In December 2008, Merrill Lynch's 4th quarter losses were devastating. Merrill held too many toxic assets. However, Ken Lewis did not tell the stockholders of these losses until the merger of BOA and Merrill was approved. Lewis would also later claim that he was unaware of the massive losses until it was too late to stop the merger, and even tried to invoke M.A.C. (material adverse change clause) to halt the process. This move by Lewis has been called the Lewis Ostrich Defense. When Lewis balked after learning of Merrill's heavy losses, Ben Bernanke and Henry Paulson claimed that cessation of the merger would surely collapse the banking system, and, according to Lewis, forced him to move forward.
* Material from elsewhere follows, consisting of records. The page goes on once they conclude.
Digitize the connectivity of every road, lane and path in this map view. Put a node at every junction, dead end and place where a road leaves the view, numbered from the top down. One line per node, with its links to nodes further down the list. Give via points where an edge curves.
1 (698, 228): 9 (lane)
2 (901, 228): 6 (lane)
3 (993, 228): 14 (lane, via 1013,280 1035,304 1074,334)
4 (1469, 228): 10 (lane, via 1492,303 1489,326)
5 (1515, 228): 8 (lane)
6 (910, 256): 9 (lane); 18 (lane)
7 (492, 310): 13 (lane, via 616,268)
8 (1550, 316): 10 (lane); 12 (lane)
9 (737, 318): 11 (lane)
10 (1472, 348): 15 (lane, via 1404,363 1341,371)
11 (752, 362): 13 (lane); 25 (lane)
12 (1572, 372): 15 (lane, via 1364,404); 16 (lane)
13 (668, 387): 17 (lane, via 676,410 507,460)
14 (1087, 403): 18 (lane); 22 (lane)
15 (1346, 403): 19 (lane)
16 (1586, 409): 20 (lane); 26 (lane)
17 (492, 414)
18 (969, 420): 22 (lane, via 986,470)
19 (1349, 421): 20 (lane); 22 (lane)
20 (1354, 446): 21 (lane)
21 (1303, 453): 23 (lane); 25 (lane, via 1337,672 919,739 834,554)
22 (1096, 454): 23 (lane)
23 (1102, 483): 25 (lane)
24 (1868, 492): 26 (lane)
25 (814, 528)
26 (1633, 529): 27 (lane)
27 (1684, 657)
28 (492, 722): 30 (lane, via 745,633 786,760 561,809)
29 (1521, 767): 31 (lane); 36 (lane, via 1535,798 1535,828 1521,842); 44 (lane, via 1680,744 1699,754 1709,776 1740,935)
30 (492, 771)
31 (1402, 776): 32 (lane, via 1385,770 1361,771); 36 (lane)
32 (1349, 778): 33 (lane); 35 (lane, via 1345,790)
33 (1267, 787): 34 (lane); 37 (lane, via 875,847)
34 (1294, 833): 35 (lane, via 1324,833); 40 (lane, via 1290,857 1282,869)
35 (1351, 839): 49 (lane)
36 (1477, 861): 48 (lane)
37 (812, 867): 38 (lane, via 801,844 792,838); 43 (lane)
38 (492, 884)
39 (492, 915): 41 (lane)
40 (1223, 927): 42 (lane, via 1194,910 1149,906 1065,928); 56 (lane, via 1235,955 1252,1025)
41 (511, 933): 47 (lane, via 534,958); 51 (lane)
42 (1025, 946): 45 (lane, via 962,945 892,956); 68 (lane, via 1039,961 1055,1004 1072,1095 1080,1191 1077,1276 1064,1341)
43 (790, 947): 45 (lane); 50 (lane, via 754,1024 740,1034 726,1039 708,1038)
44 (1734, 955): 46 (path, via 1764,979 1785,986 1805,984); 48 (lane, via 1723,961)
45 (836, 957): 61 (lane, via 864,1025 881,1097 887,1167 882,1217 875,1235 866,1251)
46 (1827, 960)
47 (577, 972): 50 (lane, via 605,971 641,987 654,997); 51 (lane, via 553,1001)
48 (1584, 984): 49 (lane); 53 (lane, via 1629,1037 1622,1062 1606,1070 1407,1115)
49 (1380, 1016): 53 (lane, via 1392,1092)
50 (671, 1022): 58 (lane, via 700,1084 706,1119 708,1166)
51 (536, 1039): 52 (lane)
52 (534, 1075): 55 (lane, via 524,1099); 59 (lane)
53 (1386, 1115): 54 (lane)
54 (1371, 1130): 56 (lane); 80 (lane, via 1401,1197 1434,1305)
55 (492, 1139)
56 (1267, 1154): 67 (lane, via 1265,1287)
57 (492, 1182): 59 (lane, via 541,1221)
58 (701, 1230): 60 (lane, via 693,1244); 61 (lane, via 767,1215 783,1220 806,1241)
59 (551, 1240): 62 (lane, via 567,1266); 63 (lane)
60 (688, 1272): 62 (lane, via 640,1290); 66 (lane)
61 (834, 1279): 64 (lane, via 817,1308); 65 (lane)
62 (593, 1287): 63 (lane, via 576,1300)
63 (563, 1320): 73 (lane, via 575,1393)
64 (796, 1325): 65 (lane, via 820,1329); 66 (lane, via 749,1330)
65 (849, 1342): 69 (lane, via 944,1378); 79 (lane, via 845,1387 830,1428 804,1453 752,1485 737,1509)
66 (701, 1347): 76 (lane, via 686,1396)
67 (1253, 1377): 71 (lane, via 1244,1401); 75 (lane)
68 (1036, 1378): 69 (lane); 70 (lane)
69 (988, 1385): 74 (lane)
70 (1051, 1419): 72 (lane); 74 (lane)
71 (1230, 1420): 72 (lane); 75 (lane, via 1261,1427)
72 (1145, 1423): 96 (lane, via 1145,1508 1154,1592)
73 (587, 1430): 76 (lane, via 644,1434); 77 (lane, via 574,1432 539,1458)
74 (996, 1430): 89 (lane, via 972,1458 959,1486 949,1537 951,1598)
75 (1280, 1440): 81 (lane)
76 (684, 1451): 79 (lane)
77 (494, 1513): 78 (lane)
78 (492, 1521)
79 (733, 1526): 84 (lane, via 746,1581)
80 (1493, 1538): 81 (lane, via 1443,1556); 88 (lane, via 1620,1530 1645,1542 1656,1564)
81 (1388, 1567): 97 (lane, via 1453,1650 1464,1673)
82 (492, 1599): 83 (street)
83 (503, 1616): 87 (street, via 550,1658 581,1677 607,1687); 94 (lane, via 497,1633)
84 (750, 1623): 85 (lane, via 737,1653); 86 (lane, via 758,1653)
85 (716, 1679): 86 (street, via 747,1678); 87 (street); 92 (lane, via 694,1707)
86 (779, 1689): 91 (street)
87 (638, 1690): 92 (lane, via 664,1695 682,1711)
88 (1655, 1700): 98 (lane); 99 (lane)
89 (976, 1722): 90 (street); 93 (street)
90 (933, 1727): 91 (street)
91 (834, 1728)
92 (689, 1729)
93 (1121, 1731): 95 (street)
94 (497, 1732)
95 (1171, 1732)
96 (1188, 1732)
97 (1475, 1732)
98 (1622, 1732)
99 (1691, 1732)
Paulson offered Lewis an additional $20 billion to cover the losses (And we don't have money for education or to rebuild New Orleans because........?), but they both kept that offer secret for weeks. (And most Americans don't trust government or big business because.......?) When the news broke in January 2009 of Merrill Lynch's $15 billion dollar losses, the already wounded stock market began to tank. Ken Lewis placed the blame squarely on the shoulders of John Thain, then CEO of Merrill Lynch, citing mega-bonuses and irresponsible spending. Lewis was desperate to deflect the heat away from himself and threw Thain right under the speeding bus of the economy's downfall. (Insert image of political cartoon here.) Thain was fired, but Lewis' troubles were just beginning.

The new boss, President Barack Obama, was displeased with the former regime's handling of the banking crisis (there's a surprise) and not only demanded a change in way banks do business, but called for an accounting of how the bailout money was allotted.

On February 2, 2009, Lewis and other bank CEO's were grilled before Congress and held accountable for the billions of dollars handed to them. Ken Lewis was defiant throughout the proceedings, but eventually was stripped of his chairmanship by BOA and has since claimed that he regretted ever taking T.A.R.P. funds.

The long saga draws on, foreclosures are still high, and taxpayers, who suffered the greatest in this debacle are still crying out, "Dude, where's my bailout?"